These circumstances of form and content distinguish the speech at issue here from the more purely “commercial speech” described in prior cases. See, e.g., United Foods, supra, at 409 (commercial speech “usually defined as speech that does no more than propose a commercial transaction” (emphasis added)); Board of Trustees of State Univ. of N. Y. v. Fox, 492 U.S. 469, 473—474 (1989) (describing this as “the test”); Central Hudson, 447 U.S., at 561 (commercial speech defined as “expression related solely to the economic interests of the speaker and its audience” (emphasis added)). The speech here is unlike speech–say, the words “dolphin-safe tuna”–that commonly appears in more traditional advertising or labeling contexts. And it is unlike instances of speech where a communication’s contribution to public debate is peripheral, not central, cf. id., at 562—563, n. 5.
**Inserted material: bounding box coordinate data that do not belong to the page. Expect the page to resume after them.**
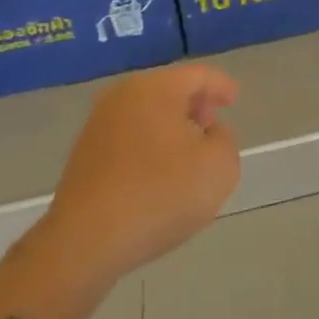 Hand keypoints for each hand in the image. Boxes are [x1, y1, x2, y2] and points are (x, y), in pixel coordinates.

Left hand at [26, 63, 240, 288]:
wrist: (85, 243)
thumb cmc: (160, 195)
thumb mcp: (219, 167)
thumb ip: (225, 140)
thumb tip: (209, 133)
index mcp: (156, 88)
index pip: (198, 75)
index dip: (221, 85)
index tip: (235, 99)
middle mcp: (123, 96)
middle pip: (169, 90)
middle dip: (194, 105)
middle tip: (213, 124)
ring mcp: (97, 125)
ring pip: (146, 114)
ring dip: (170, 127)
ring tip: (189, 152)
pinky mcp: (83, 156)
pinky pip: (128, 138)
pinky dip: (149, 146)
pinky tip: (158, 174) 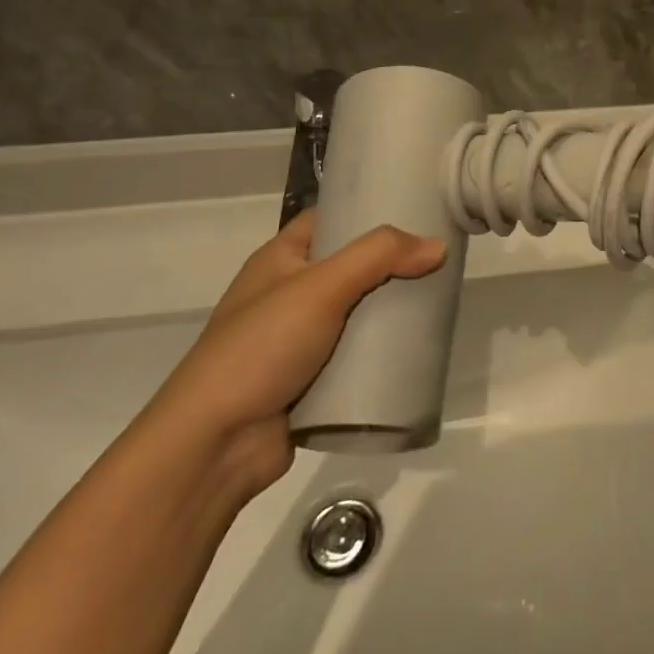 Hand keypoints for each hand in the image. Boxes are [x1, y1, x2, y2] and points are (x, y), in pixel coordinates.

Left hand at [147, 211, 444, 497]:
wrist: (213, 446)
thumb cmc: (261, 347)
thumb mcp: (322, 286)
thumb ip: (380, 257)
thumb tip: (439, 246)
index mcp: (280, 259)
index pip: (329, 218)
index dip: (367, 209)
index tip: (414, 207)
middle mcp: (288, 293)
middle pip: (350, 266)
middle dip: (390, 263)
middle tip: (438, 257)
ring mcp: (298, 340)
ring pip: (357, 312)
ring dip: (390, 309)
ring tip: (438, 299)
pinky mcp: (311, 380)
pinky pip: (355, 355)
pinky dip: (382, 351)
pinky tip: (416, 346) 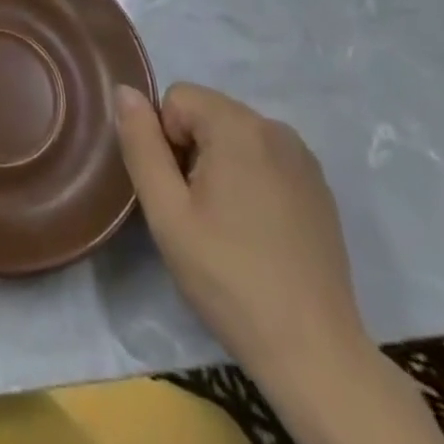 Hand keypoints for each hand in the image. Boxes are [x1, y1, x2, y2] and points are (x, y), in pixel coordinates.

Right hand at [115, 83, 363, 376]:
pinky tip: (258, 232)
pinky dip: (251, 180)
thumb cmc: (229, 278)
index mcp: (238, 125)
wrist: (314, 353)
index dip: (165, 142)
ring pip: (235, 136)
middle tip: (199, 214)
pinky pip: (265, 159)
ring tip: (228, 226)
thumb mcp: (167, 212)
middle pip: (207, 114)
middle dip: (192, 151)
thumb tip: (124, 91)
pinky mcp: (319, 187)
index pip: (176, 99)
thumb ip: (140, 144)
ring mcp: (303, 158)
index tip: (181, 194)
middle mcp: (275, 127)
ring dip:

At the same time, the regulatory regime at issue here differs from traditional speech regulation in its use of private attorneys general authorized to impose “false advertising” liability even though they themselves have suffered no harm. See Cal. Bus. & Prof. Code Ann. §§17204, 17535 (West 1997). In this respect, the regulatory context is unlike most traditional false advertising regulation. And the “false advertising” context differs from other regulatory contexts–say, securities regulation–where a different balance of concerns calls for different applications of First Amendment principles. Cf. Ohralik v. Ohio State Bar Assn., 436 U.S. 447, 456—457 (1978).

These three sets of circumstances taken together–circumstances of format, content, and regulatory context– warrant treating the regulations of speech at issue differently from regulations of purer forms of commercial speech, such as simple product advertisements, that we have reviewed in the past. And, where all three are present, I believe the First Amendment demands heightened scrutiny.

Second, I doubt that this particular instance of regulation (through use of private attorneys general) can survive heightened scrutiny, for there is no reasonable “fit” between the burden it imposes upon speech and the important governmental “interest served,” Fox, supra, at 480. Rather, the burden imposed is disproportionate.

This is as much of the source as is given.